Two programs are used in this, one a module and a master. You must run the master to run the module. Any adivce or help would be greatly appricated as I have been stuck for a while. Thank you for your time.
Here is the code:
Master.py
import Encryption as encrypt
#Place Holder Variables
SALT_SIZE = 16
padded_text = ''
ciphertext = ''
key = ''
ciphertext_with_salt = ''
#Adjustable Variables
text = "Hello World"
iterations = 62705
salt = 'h5eE0b814M'
password = 'pause232'
encrypt.key_generation(password, salt, iterations)
encrypt.encryption(text, password, SALT_SIZE, salt, iterations)
encrypt.decryption(ciphertext_with_salt, password, SALT_SIZE, salt, iterations)
Encryption.py
import Crypto.Random
from Crypto.Cipher import AES
import hashlib
#Key Generation(Used in encyption to create cipher)
def key_generation(password, salt, iterations):
global key
assert iterations > 0
key = password + salt #Combines [password] and [salt] to create a [key]
for i in range(iterations): #Hashes the [key]
key = hashlib.sha256(key).digest() #Using Sha256 it hashes the [key] based on amount of [iterations]
print '\nKey: ' + key #Debug Print
return key
#Text padding function to set text to a incerment of SALT_SIZE
def pad_text(text, SALT_SIZE):
print '\nUnpadded Text: ' + text #Debug Print
global padded_text
extra_bytes = len(text) % SALT_SIZE #Using the length of [text] it counts how many more characters is required to make an incerment of [SALT_SIZE]
pad_size = SALT_SIZE - extra_bytes #Subtracts the needed bytes from the [SALT_SIZE] and sets [pad_size] as the length of pading needed.
pad = chr(pad_size) * pad_size #Creates padding for the [text]
padded_text = text + pad #Adds the [pad] to the [text]
print '\nPadded Text: ' + padded_text #Debug Print
#Primary Encryption Function(using text and password)
def encryption(text, password, SALT_SIZE, salt, iterations):
global padded_text
global ciphertext
cipher = AES.new(key, AES.MODE_ECB)
padded_plaintext = pad_text(text, SALT_SIZE)

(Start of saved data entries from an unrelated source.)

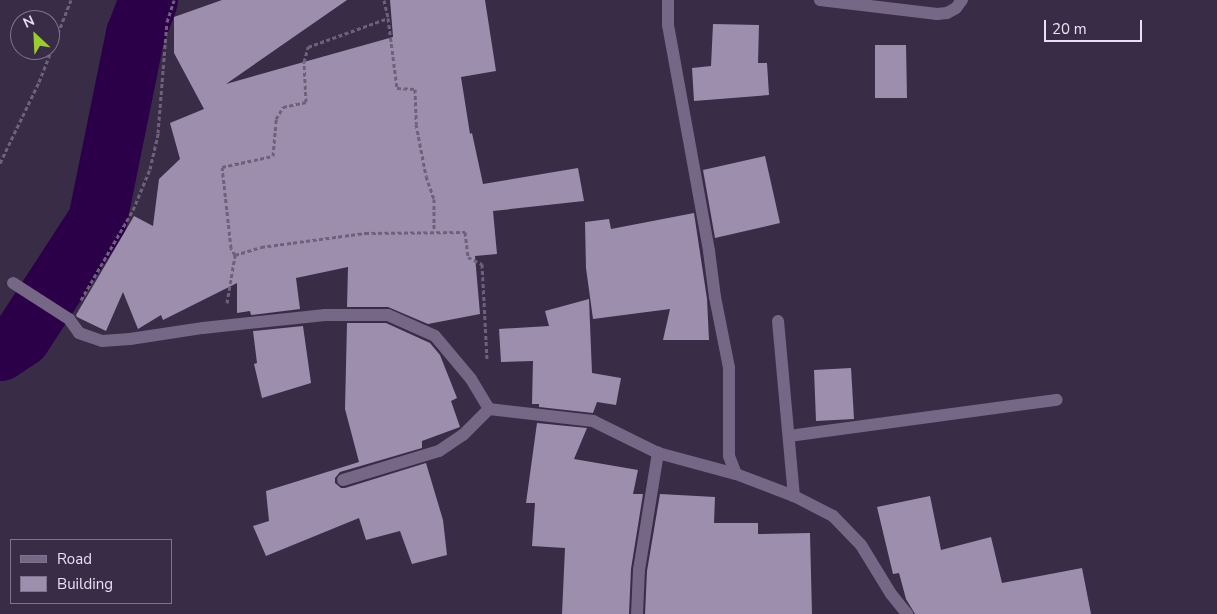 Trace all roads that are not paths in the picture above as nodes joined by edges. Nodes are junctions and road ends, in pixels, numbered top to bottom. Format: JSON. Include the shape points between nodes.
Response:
{"nodes":[{"id":1,"x":668,"y":0,"type":"edge"},
{"id":2,"x":820,"y":0,"type":"edge"},
{"id":3,"x":962,"y":0,"type":"edge"},
{"id":4,"x":13,"y":283,"type":"dead end"},
{"id":5,"x":778,"y":321,"type":"dead end"},
{"id":6,"x":1057,"y":400,"type":"dead end"},
{"id":7,"x":489,"y":409,"type":"junction"},
{"id":8,"x":789,"y":436,"type":"junction"},
{"id":9,"x":658,"y":452,"type":"junction"},
{"id":10,"x":736,"y":474,"type":"junction"},
{"id":11,"x":343,"y":480,"type":"dead end"},
{"id":12,"x":794,"y":496,"type":"junction"},
{"id":13,"x":637,"y":614,"type":"edge"},
{"id":14,"x":907,"y":614,"type":"edge"}],
"edges":[{"from":1,"to":10,"type":"street","via":[[668,25],[729,368],[730,456]]},
{"from":2,"to":3,"type":"street","via":[[937,14],[956,8]]},
{"from":4,"to":7,"type":"street","via":[[69,320],[79,333],[102,341],[325,316],[388,315],[435,336],[471,380]]},
{"from":5,"to":8,"type":"street"},
{"from":6,"to":8,"type":"street"},
{"from":7,"to":9,"type":"street","via":[[594,421]]},
{"from":7,"to":11,"type":"street","via":[[463,435],[439,451]]},
{"from":8,"to":12,"type":"street"},
{"from":9,"to":10,"type":"street"},
{"from":9,"to":13,"type":"street","via":[[639,570]]},
{"from":10,"to":12,"type":"street"},
{"from":12,"to":14,"type":"street","via":[[833,516],[861,545]]}]} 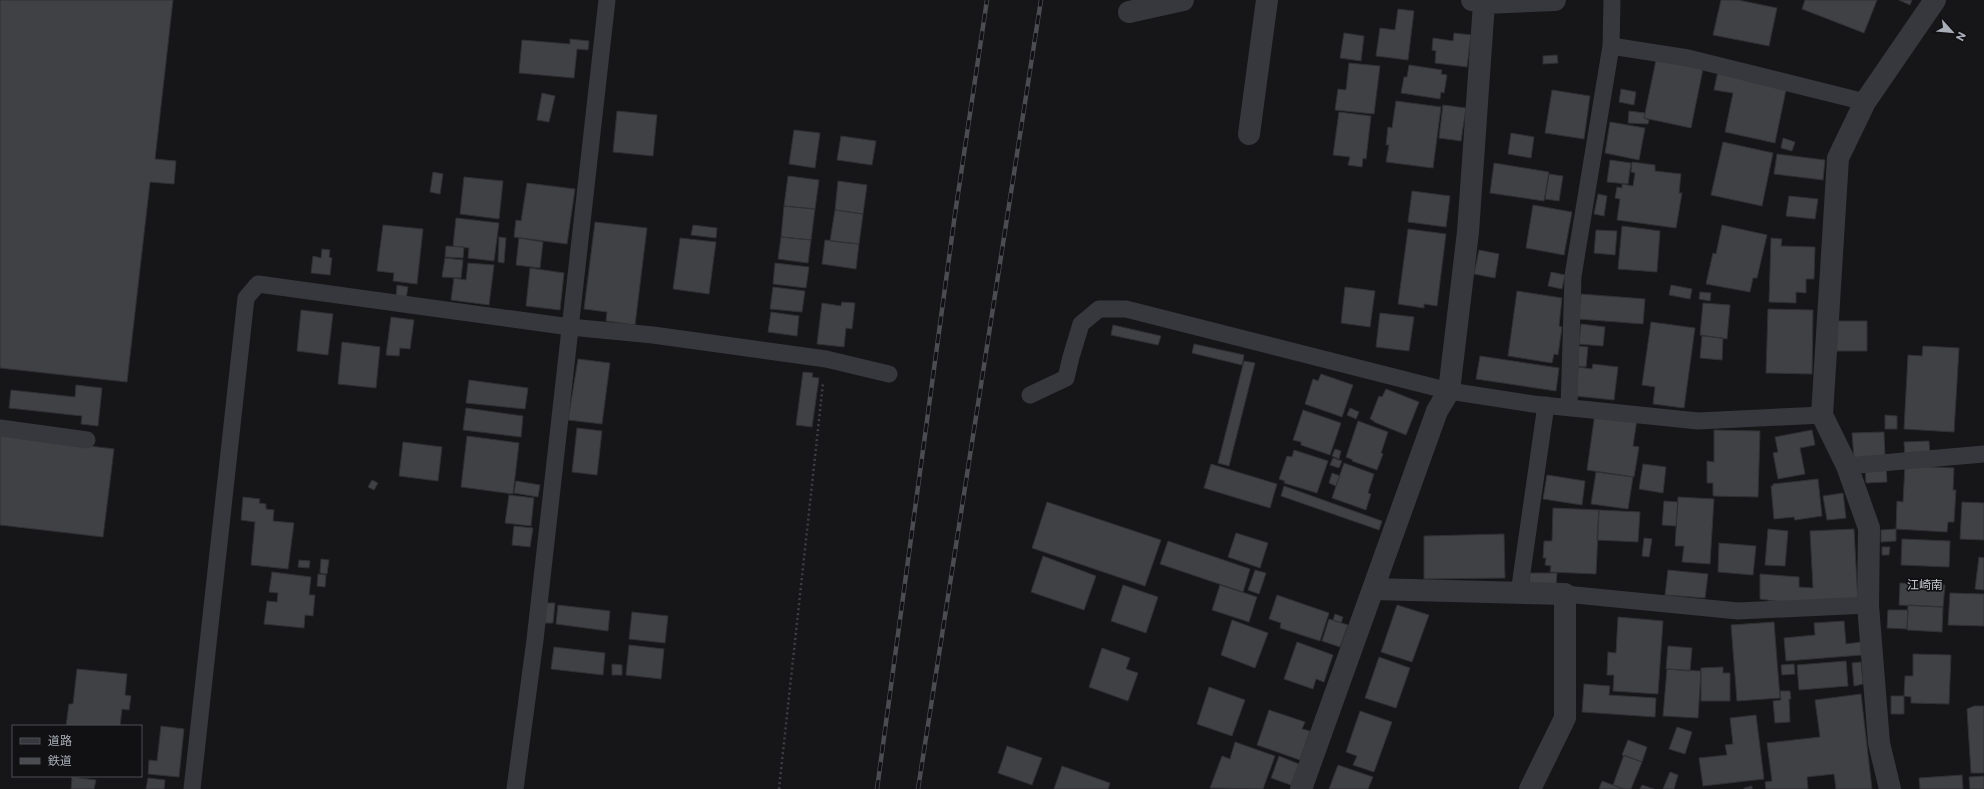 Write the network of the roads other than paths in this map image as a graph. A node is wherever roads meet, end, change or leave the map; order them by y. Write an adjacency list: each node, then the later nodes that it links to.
1 (607, 0): 12 (lane)
2 (1183, 0): 8 (street)
3 (1267, 0): 11 (street)
4 (1555, 0): 7 (street)
5 (1612, 0): 9 (lane)
6 (1935, 0): 10 (street)
7 (1478, 2): 14 (street)
8 (1129, 12)
9 (1611, 46): 10 (lane); 17 (lane)
10 (1865, 102): 18 (street)
11 (1249, 134)
12 (570, 327): 13 (lane); 27 (lane); 28 (lane)
13 (889, 374)
14 (1449, 391): 15 (lane); 16 (lane); 23 (street)
15 (1030, 395)
16 (1546, 405): 17 (lane); 24 (lane)
17 (1569, 408): 18 (lane)
18 (1822, 415): 22 (street)
19 (0, 428): 20 (lane)
20 (87, 440)
21 (1984, 454): 22 (lane)
22 (1847, 466): 26 (street)
23 (1373, 589): 24 (street); 29 (street)
24 (1519, 593): 25 (street)
25 (1565, 594): 26 (lane); 30 (street)
26 (1868, 605): 31 (street)
27 (192, 789)
28 (515, 789)
29 (1301, 789)
30 (1530, 789)
31 (1890, 789) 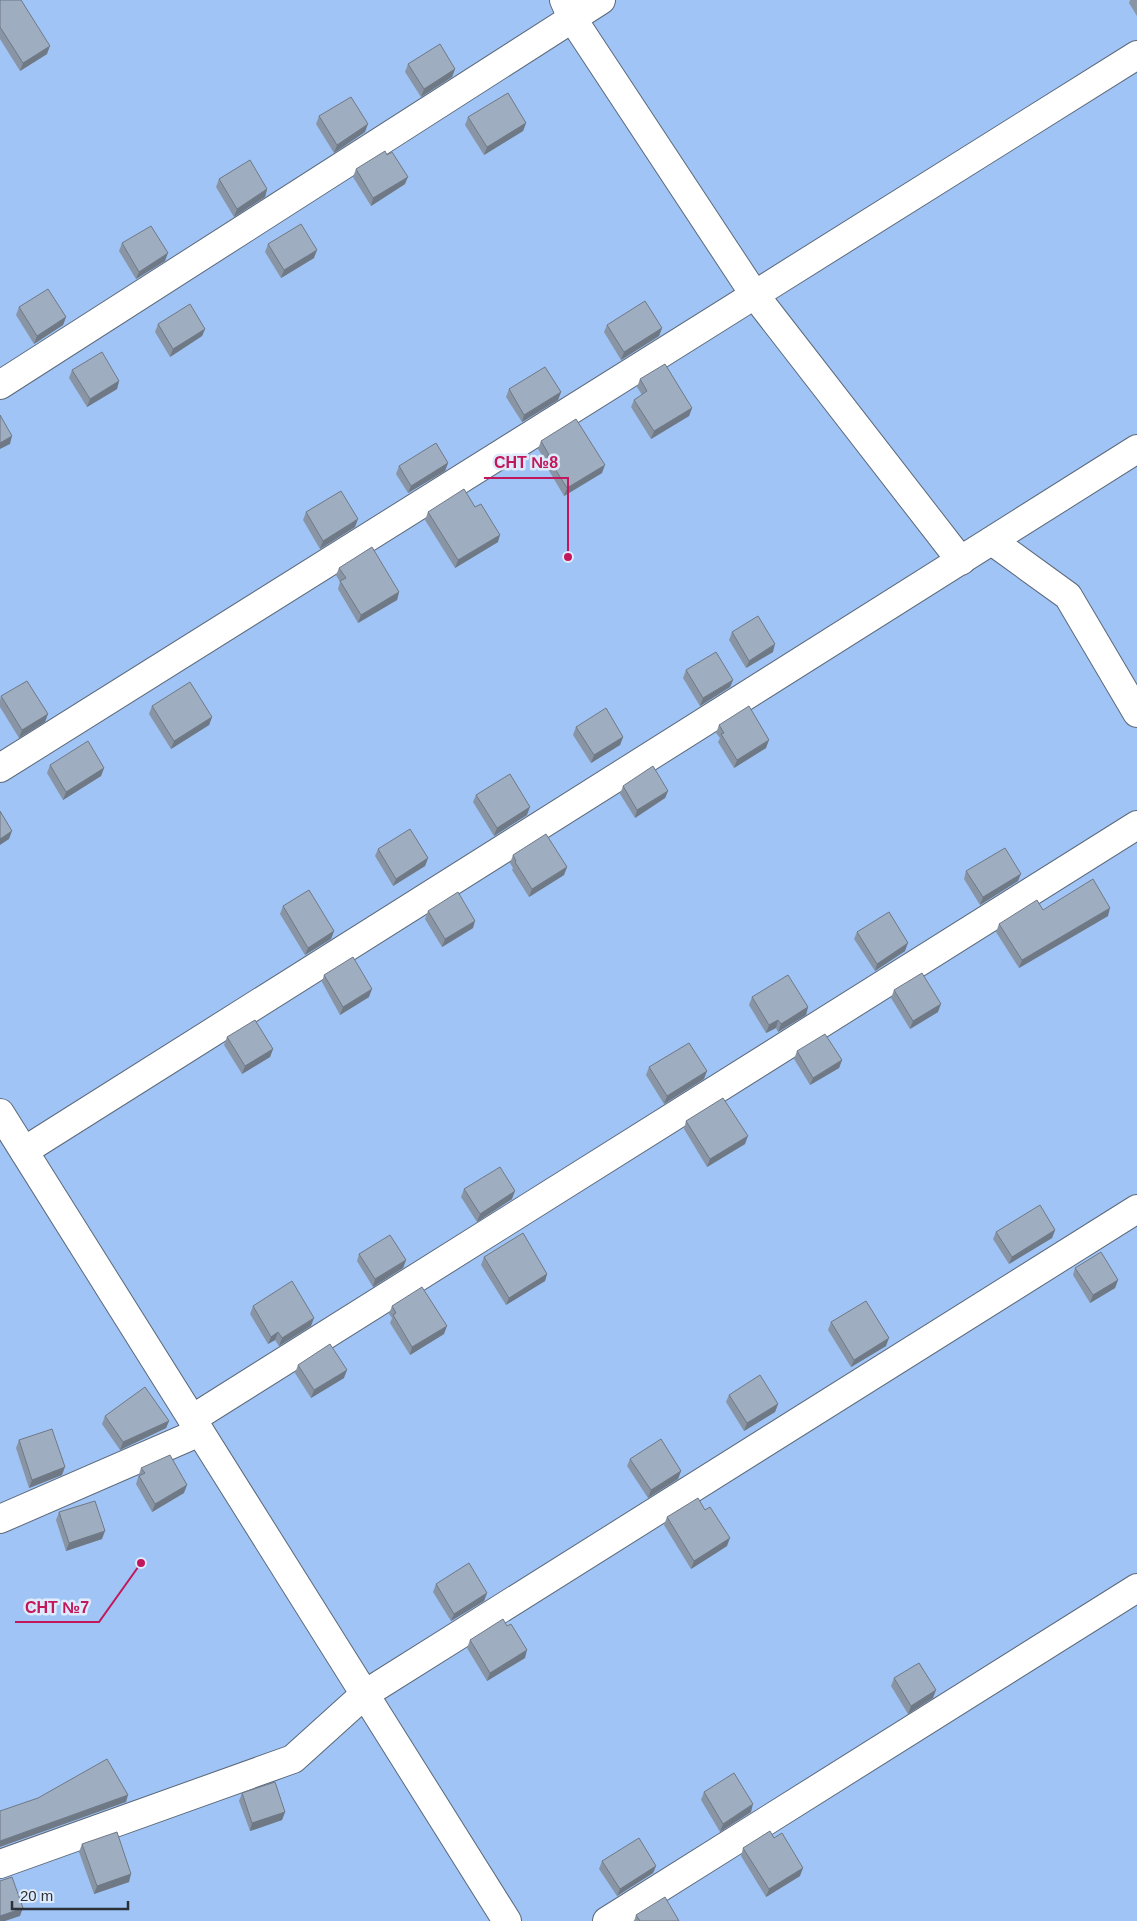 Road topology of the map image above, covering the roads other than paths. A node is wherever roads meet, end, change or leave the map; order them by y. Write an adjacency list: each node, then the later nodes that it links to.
1 (601, 0): 2 (street)
2 (568, 9): 4 (street); 5 (street)
3 (1137, 55): 4 (street)
4 (754, 294): 8 (street); 10 (street)
5 (0, 385)
6 (1137, 449): 7 (street)
7 (992, 541): 8 (street); 9 (street)
8 (961, 561): 13 (street)
9 (1137, 713)
10 (0, 768)
11 (1137, 825): 15 (street)
12 (2, 1121): 13 (street)
13 (24, 1151): 15 (street)
14 (1137, 1209): 18 (street)
15 (196, 1426): 16 (street); 18 (street)
16 (0, 1518)
17 (1137, 1588): 21 (street)
18 (364, 1694): 19 (street); 20 (street)
19 (0, 1864)
20 (507, 1921)
21 (607, 1921) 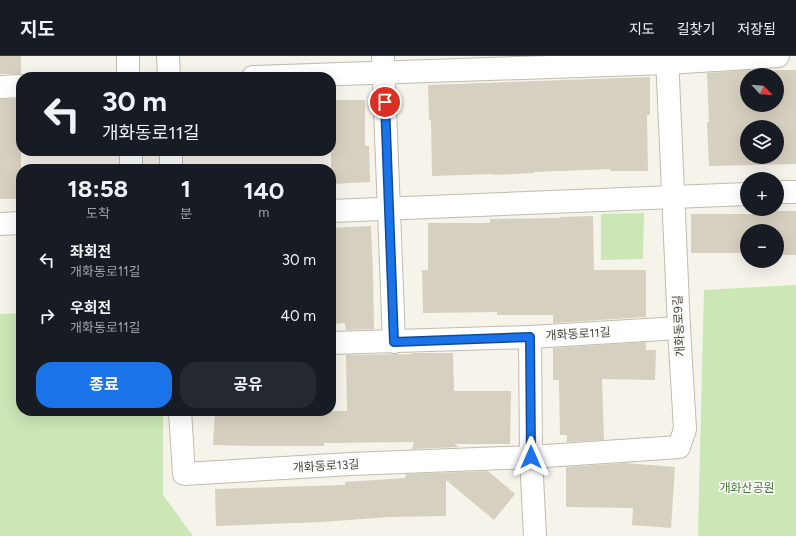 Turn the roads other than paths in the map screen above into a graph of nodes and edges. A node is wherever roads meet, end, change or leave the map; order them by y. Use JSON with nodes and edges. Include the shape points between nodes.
{"nodes":[{"id":1,"x":128,"y":56,"type":"edge"},
{"id":2,"x":168,"y":56,"type":"edge"},
{"id":3,"x":778,"y":56,"type":"edge"},
{"id":4,"x":667,"y":59,"type":"edge"},
{"id":5,"x":384,"y":64,"type":"edge"},
{"id":6,"x":128,"y":72,"type":"edge"},
{"id":7,"x":169,"y":72,"type":"edge"},
{"id":8,"x":303,"y":72,"type":"edge"},
{"id":9,"x":16,"y":86,"type":"edge"},
{"id":10,"x":0,"y":87,"type":"edge"},
{"id":11,"x":784,"y":192,"type":"edge"},
{"id":12,"x":796,"y":192,"type":"edge"},
{"id":13,"x":740,"y":194,"type":"edge"},
{"id":14,"x":673,"y":196,"type":"junction"},
{"id":15,"x":389,"y":208,"type":"junction"},
{"id":16,"x":336,"y":211,"type":"edge"},
{"id":17,"x":16,"y":223,"type":"edge"},
{"id":18,"x":0,"y":224,"type":"edge"},
{"id":19,"x":679,"y":328,"type":"junction"},
{"id":20,"x":530,"y":337,"type":"junction"},
{"id":21,"x":394,"y":342,"type":"junction"},
{"id":22,"x":336,"y":344,"type":"edge"},
{"id":23,"x":180,"y":416,"type":"edge"},
{"id":24,"x":531,"y":457,"type":"junction"},
{"id":25,"x":535,"y":536,"type":"edge"}],
"edges":[{"from":1,"to":6,"type":"street"},
{"from":2,"to":7,"type":"street"},
{"from":3,"to":4,"type":"street"},
{"from":4,"to":5,"type":"street"},
{"from":4,"to":14,"type":"street","name":"개화동로9길"},
{"from":5,"to":8,"type":"street"},
{"from":5,"to":15,"type":"street"},
{"from":9,"to":10,"type":"street"},
{"from":11,"to":12,"type":"street"},
{"from":13,"to":14,"type":"street"},
{"from":14,"to":15,"type":"street"},
{"from":14,"to":19,"type":"street","name":"개화동로9길"},
{"from":15,"to":16,"type":"street"},
{"from":15,"to":21,"type":"street"},
{"from":17,"to":18,"type":"street"},
{"from":19,"to":20,"type":"street","name":"개화동로11길"},
{"from":19,"to":24,"type":"street","name":"개화동로9길","via":[[685,429],[679,447]]},
{"from":20,"to":21,"type":"street","name":"개화동로11길"},
{"from":20,"to":24,"type":"street"},
{"from":21,"to":22,"type":"street"},
{"from":23,"to":24,"type":"street","name":"개화동로13길","via":[[184,474]]},
{"from":24,"to":25,"type":"street"}]} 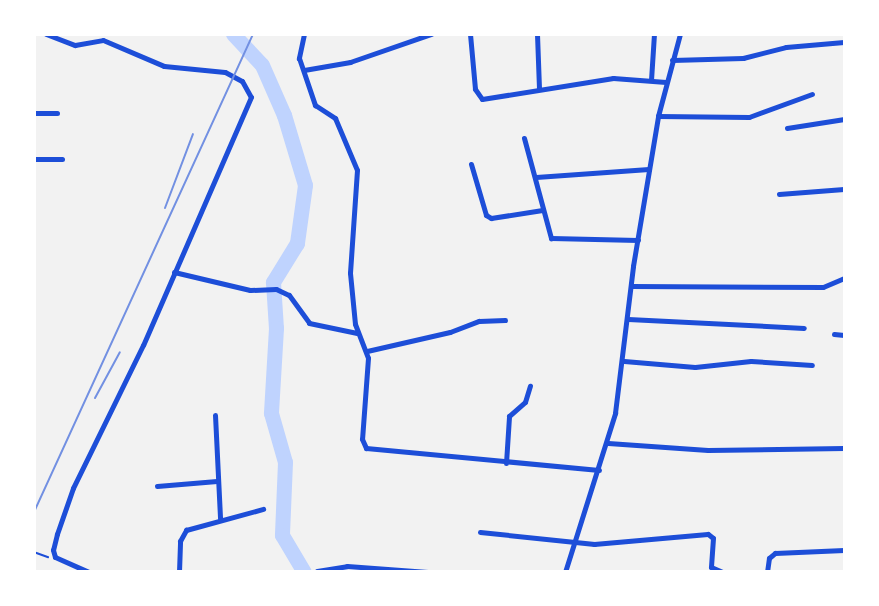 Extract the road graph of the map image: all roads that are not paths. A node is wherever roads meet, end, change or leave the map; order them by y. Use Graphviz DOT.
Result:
graph roads {
  1 [pos="46,34"];
  2 [pos="304,34"];
  3 [pos="431,34"];
  4 [pos="470,34"];
  5 [pos="537,34"];
  6 [pos="654,34"];
  7 [pos="680,34"];
  8 [pos="844,42"];
  9 [pos="672,60"];
  10 [pos="304,70"];
  11 [pos="651,80"];
  12 [pos="666,82"];
  13 [pos="539,89"];
  14 [pos="812,94"];
  15 [pos="34,113"];
  16 [pos="57,113"];
  17 [pos="658,116"];
  18 [pos="844,119"];
  19 [pos="787,128"];
  20 [pos="524,138"];
  21 [pos="34,159"];
  22 [pos="62,159"];
  23 [pos="471,164"];
  24 [pos="649,169"];
  25 [pos="536,177"];
  26 [pos="844,189"];
  27 [pos="779,194"];
  28 [pos="542,210"];
  29 [pos="638,240"];
  30 [pos="174,272"];
  31 [pos="844,278"];
  32 [pos="631,286"];
  33 [pos="628,319"];
  34 [pos="505,320"];
  35 [pos="804,328"];
  36 [pos="357,333"];
  37 [pos="834,334"];
  38 [pos="844,335"];
  39 [pos="367,351"];
  40 [pos="624,361"];
  41 [pos="812,365"];
  42 [pos="530,386"];
  43 [pos="216,415"];
  44 [pos="608,443"];
  45 [pos="844,448"];
  46 [pos="506,463"];
  47 [pos="599,470"];
  48 [pos="217,481"];
  49 [pos="157,486"];
  50 [pos="263,508"];
  51 [pos="220,519"];
  52 [pos="480,532"];
  53 [pos="574,543"];
  54 [pos="844,550"];
  55 [pos="317,571"];
  56 [pos="88,572"];
  57 [pos="178,572"];
  58 [pos="428,572"];
  59 [pos="564,572"];
  60 [pos="722,572"];
  61 [pos="767,572"];
  1 -- 30 [label="street"];
  2 -- 10 [label="street"];
  3 -- 10 [label="street"];
  4 -- 13 [label="street"];
  5 -- 13 [label="street"];
  6 -- 11 [label="street"];
  7 -- 9 [label="street"];
  8 -- 9 [label="street"];
  9 -- 12 [label="street"];
  10 -- 36 [label="street"];
  11 -- 12 [label="street"];
  11 -- 13 [label="street"];
  12 -- 17 [label="street"];
  14 -- 17 [label="street"];
  15 -- 16 [label="street"];
  17 -- 24 [label="street"];
  18 -- 19 [label="street"];
  20 -- 25 [label="street"];
  21 -- 22 [label="street"];
  23 -- 28 [label="street"];
  24 -- 25 [label="street"];
  24 -- 29 [label="street"];
  25 -- 28 [label="street"];
  26 -- 27 [label="street"];
  28 -- 29 [label="street"];
  29 -- 32 [label="street"];
  30 -- 36 [label="street"];
  30 -- 56 [label="street"];
  31 -- 32 [label="street"];
  32 -- 33 [label="street"];
  33 -- 35 [label="street"];
  33 -- 40 [label="street"];
  34 -- 39 [label="street"];
  36 -- 39 [label="street"];
  37 -- 38 [label="street"];
  39 -- 46 [label="street"];
  40 -- 41 [label="street"];
  40 -- 44 [label="street"];
  42 -- 46 [label="street"];
  43 -- 48 [label="street"];
  44 -- 45 [label="street"];
  44 -- 47 [label="street"];
  46 -- 47 [label="street"];
  47 -- 53 [label="street"];
  48 -- 49 [label="street"];
  48 -- 51 [label="street"];
  50 -- 51 [label="street"];
  51 -- 57 [label="street"];
  52 -- 53 [label="street"];
  53 -- 59 [label="street"];
  53 -- 60 [label="street"];
  54 -- 61 [label="street"];
  55 -- 58 [label="street"];
}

ciphertext = cipher.encrypt(padded_text)
ciphertext_with_salt = salt + ciphertext
#debug script
print '\nSalt: ' + salt #Debug Print
print '\nEncrypted Text: ' + ciphertext #Debug Print
print '\nEncrypted Text with Salt: ' + ciphertext_with_salt #Debug Print
return ciphertext_with_salt
#Primary Decryption Function(using the encrypted text and password)
def decryption(ciphertext_with_salt, password, SALT_SIZE, salt, iterations):
ciphertext_with_salt = ciphertext[SALT_SIZE:]
key = key_generation(password, salt, iterations)
cipher = AES.new(key, AES.MODE_ECB)
unencrypted_text = cipher.decrypt(ciphertext_with_salt)
print '\nUnencrypted Text: ' + unencrypted_text #Debug Print
return unencrypted_text
#Code to allow to use as outside module
if __name__ == '__main__':
key_generation(password, salt, iterations)
encryption(text, password, SALT_SIZE, salt, iterations)
decryption(ciphertext_with_salt, password, SALT_SIZE, salt, iterations)

You are transferring your ciphertext and key as strings. You should make sure that the bytes that make up the ciphertext and keys stay intact. If you want to transport them using character strings, please use either hexadecimal encoding or base 64. Hexadecimals are easier to read and check for length, base 64 is more efficient.
Note that the ciphertext will contain bytes with any value, including ones that are ASCII control characters (< 0x20) which also contain termination characters such as 0x00.